All the entries below should be reproduced exactly.

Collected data
###
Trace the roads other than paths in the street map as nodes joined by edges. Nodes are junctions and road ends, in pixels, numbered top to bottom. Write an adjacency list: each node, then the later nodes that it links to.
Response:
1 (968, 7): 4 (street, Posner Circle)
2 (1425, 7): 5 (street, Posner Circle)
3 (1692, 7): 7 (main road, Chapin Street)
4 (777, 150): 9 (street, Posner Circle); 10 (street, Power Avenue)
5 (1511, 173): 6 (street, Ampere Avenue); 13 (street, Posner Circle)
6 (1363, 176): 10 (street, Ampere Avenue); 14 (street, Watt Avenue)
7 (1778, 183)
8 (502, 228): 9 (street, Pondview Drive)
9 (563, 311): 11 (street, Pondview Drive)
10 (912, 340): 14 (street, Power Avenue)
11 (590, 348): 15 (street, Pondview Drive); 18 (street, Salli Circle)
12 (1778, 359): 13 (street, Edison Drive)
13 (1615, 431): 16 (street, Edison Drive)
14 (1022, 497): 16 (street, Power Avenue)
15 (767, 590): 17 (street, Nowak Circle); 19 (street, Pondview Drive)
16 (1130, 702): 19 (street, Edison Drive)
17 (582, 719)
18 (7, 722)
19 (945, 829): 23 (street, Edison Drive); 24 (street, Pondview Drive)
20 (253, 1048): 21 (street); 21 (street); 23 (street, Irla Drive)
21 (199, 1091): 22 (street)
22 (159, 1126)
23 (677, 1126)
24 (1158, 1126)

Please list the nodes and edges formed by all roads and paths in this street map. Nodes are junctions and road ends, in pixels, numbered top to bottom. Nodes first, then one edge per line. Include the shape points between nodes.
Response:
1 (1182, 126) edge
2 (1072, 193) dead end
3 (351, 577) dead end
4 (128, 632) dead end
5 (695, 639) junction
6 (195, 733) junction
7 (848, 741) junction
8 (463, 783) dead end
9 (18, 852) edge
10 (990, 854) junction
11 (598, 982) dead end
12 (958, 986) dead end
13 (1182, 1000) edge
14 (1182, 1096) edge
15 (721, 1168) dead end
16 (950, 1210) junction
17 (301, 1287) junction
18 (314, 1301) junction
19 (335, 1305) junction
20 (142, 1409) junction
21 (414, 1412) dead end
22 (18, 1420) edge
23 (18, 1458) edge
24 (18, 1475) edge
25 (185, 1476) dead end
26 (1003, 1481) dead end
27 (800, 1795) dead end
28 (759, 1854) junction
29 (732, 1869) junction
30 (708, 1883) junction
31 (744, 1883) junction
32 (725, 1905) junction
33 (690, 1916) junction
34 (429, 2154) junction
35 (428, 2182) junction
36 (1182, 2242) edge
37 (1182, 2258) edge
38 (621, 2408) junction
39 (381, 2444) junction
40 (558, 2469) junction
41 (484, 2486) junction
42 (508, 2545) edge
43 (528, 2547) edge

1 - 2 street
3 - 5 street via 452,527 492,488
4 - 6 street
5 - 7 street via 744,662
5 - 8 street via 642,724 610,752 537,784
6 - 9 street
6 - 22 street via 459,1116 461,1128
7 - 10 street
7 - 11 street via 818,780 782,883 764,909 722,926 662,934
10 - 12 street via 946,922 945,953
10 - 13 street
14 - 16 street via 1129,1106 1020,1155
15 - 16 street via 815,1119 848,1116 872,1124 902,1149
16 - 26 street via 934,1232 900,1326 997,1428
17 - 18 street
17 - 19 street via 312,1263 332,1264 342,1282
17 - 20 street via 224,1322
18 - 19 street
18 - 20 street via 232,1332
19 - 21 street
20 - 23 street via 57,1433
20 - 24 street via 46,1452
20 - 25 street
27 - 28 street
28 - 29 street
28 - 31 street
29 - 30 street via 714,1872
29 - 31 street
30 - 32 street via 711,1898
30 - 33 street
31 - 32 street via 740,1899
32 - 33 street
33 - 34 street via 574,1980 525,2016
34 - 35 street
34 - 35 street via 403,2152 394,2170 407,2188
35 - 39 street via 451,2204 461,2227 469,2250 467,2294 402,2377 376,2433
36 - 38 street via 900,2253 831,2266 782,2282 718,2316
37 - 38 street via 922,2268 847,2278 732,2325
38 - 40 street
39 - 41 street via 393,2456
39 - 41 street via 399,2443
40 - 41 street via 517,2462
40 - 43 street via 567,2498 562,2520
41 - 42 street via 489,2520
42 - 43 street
###
ANSWER TO THIS PROBLEM ▸
Trace the roads other than paths in the street map as nodes joined by edges. Nodes are junctions and road ends, in pixels, numbered top to bottom. Write an adjacency list: each node, then the later nodes that it links to.
Response:
1 (968, 7): 4 (street, Posner Circle)
2 (1425, 7): 5 (street, Posner Circle)
3 (1692, 7): 7 (main road, Chapin Street)
4 (777, 150): 9 (street, Posner Circle); 10 (street, Power Avenue)
5 (1511, 173): 6 (street, Ampere Avenue); 13 (street, Posner Circle)
6 (1363, 176): 10 (street, Ampere Avenue); 14 (street, Watt Avenue)
7 (1778, 183)
8 (502, 228): 9 (street, Pondview Drive)
9 (563, 311): 11 (street, Pondview Drive)
10 (912, 340): 14 (street, Power Avenue)
11 (590, 348): 15 (street, Pondview Drive); 18 (street, Salli Circle)
12 (1778, 359): 13 (street, Edison Drive)
13 (1615, 431): 16 (street, Edison Drive)
14 (1022, 497): 16 (street, Power Avenue)
15 (767, 590): 17 (street, Nowak Circle); 19 (street, Pondview Drive)
16 (1130, 702): 19 (street, Edison Drive)
17 (582, 719)
18 (7, 722)
19 (945, 829): 23 (street, Edison Drive); 24 (street, Pondview Drive)
20 (253, 1048): 21 (street); 21 (street); 23 (street, Irla Drive)
21 (199, 1091): 22 (street)
22 (159, 1126)
23 (677, 1126)
24 (1158, 1126)

Please list the nodes and edges formed by all roads and paths in this street map. Nodes are junctions and road ends, in pixels, numbered top to bottom. Nodes first, then one edge per line. Include the shape points between nodes.
Response:
1 (1182, 126) edge
2 (1072, 193) dead end
3 (351, 577) dead end
4 (128, 632) dead end
5 (695, 639) junction
6 (195, 733) junction
7 (848, 741) junction
8 (463, 783) dead end
9 (18, 852) edge
10 (990, 854) junction
11 (598, 982) dead end
12 (958, 986) dead end
13 (1182, 1000) edge
14 (1182, 1096) edge
15 (721, 1168) dead end
16 (950, 1210) junction
17 (301, 1287) junction
18 (314, 1301) junction
19 (335, 1305) junction
20 (142, 1409) junction
21 (414, 1412) dead end
22 (18, 1420) edge
23 (18, 1458) edge
24 (18, 1475) edge
25 (185, 1476) dead end
26 (1003, 1481) dead end
27 (800, 1795) dead end
28 (759, 1854) junction
29 (732, 1869) junction
30 (708, 1883) junction
31 (744, 1883) junction
32 (725, 1905) junction
33 (690, 1916) junction
34 (429, 2154) junction
35 (428, 2182) junction
36 (1182, 2242) edge
37 (1182, 2258) edge
38 (621, 2408) junction
39 (381, 2444) junction
40 (558, 2469) junction
41 (484, 2486) junction
42 (508, 2545) edge
43 (528, 2547) edge

1 - 2 street
3 - 5 street via 452,527 492,488
4 - 6 street
5 - 7 street via 744,662
5 - 8 street via 642,724 610,752 537,784
6 - 9 street
6 - 22 street via 459,1116 461,1128
7 - 10 street
7 - 11 street via 818,780 782,883 764,909 722,926 662,934
10 - 12 street via 946,922 945,953
10 - 13 street
14 - 16 street via 1129,1106 1020,1155
15 - 16 street via 815,1119 848,1116 872,1124 902,1149
16 - 26 street via 934,1232 900,1326 997,1428
17 - 18 street
17 - 19 street via 312,1263 332,1264 342,1282
17 - 20 street via 224,1322
18 - 19 street
18 - 20 street via 232,1332
19 - 21 street
20 - 23 street via 57,1433
20 - 24 street via 46,1452
20 - 25 street
27 - 28 street
28 - 29 street
28 - 31 street
29 - 30 street via 714,1872
29 - 31 street
30 - 32 street via 711,1898
30 - 33 street
31 - 32 street via 740,1899
32 - 33 street
33 - 34 street via 574,1980 525,2016
34 - 35 street
34 - 35 street via 403,2152 394,2170 407,2188
35 - 39 street via 451,2204 461,2227 469,2250 467,2294 402,2377 376,2433
36 - 38 street via 900,2253 831,2266 782,2282 718,2316
37 - 38 street via 922,2268 847,2278 732,2325
38 - 40 street
39 - 41 street via 393,2456
39 - 41 street via 399,2443
40 - 41 street via 517,2462
40 - 43 street via 567,2498 562,2520
41 - 42 street via 489,2520
42 - 43 street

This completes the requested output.